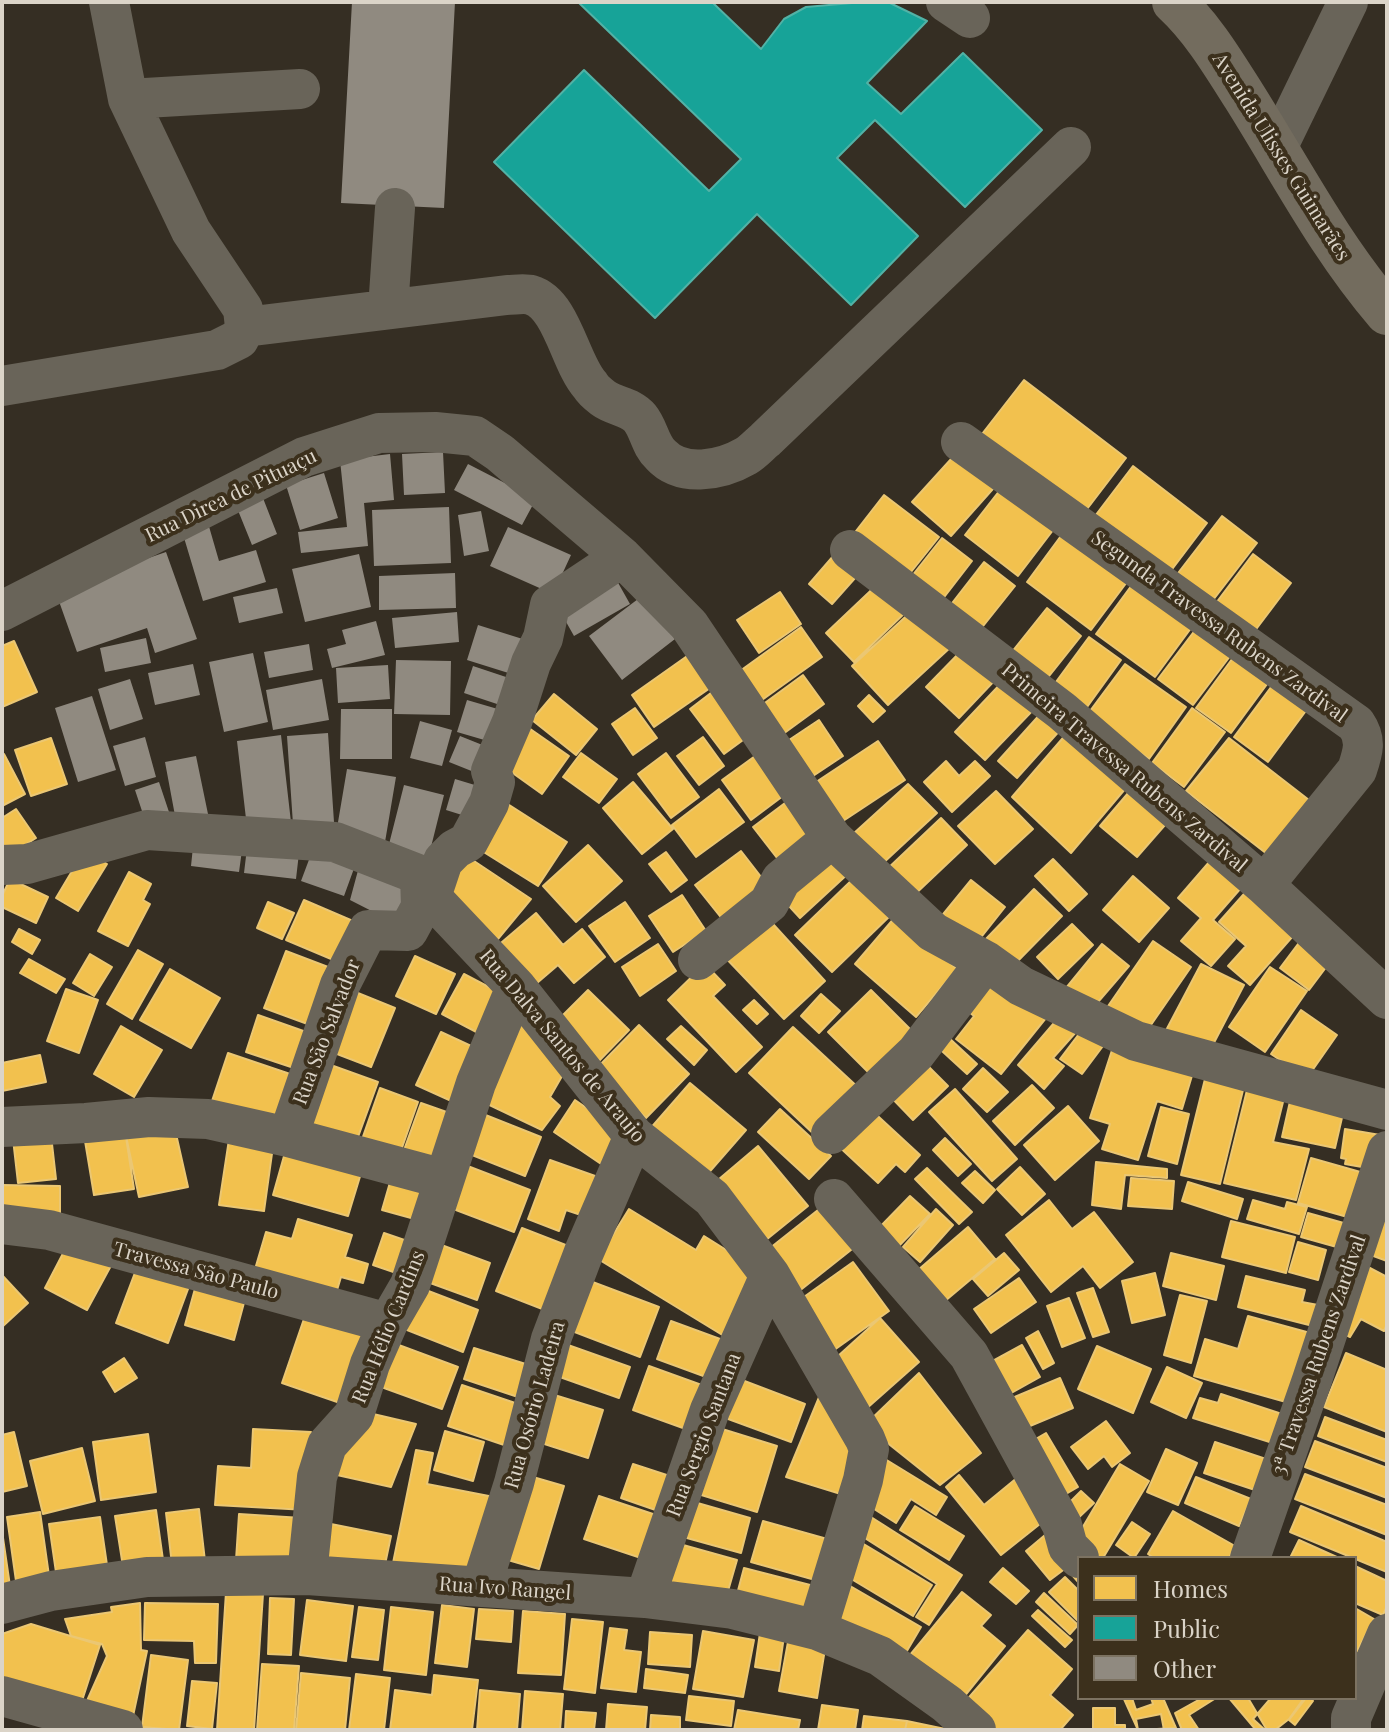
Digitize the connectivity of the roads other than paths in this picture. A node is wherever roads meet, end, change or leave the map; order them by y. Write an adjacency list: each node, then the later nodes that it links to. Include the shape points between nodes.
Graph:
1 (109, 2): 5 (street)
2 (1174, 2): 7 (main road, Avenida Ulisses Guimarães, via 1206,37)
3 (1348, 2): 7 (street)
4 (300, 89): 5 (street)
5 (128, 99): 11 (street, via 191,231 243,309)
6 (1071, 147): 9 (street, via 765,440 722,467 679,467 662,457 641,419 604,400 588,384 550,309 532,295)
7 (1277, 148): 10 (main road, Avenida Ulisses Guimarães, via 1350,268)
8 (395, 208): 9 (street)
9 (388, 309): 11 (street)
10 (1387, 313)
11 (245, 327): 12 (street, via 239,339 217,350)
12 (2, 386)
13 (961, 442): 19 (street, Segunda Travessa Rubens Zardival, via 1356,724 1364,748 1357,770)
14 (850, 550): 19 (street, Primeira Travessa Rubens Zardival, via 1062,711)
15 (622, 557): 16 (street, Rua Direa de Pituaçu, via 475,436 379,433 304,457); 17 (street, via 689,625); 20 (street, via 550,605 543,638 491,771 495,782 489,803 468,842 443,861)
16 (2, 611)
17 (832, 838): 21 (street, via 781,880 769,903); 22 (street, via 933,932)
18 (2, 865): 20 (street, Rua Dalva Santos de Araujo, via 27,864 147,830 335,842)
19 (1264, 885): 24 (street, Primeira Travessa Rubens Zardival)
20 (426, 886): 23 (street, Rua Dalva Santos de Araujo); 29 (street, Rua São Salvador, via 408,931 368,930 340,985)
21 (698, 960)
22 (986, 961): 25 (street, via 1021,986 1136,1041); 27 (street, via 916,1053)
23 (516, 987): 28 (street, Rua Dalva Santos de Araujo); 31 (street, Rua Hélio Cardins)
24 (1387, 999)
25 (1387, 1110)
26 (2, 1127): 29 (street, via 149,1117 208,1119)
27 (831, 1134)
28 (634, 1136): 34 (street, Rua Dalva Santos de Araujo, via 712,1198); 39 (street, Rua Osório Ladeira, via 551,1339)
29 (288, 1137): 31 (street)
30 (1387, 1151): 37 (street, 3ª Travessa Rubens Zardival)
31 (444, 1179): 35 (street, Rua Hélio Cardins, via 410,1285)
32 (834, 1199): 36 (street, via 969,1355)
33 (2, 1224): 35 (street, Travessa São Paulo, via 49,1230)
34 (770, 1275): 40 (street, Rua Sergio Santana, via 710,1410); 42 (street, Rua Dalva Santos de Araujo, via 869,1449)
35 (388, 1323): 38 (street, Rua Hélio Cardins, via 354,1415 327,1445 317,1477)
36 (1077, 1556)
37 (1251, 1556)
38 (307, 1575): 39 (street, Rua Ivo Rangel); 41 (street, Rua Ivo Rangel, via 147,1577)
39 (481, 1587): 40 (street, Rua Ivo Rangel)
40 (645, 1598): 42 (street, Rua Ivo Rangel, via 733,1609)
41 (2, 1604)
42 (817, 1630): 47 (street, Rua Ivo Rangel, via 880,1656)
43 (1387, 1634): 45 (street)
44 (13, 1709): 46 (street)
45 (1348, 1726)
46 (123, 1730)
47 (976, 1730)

● ● ●

- [Problem]
In the listing, find all lines with the string "main" and copy them.

- [Exercise answer]
2 (1174, 2): 7 (main road, Avenida Ulisses Guimarães, via 1206,37)
7 (1277, 148): 10 (main road, Avenida Ulisses Guimarães, via 1350,268)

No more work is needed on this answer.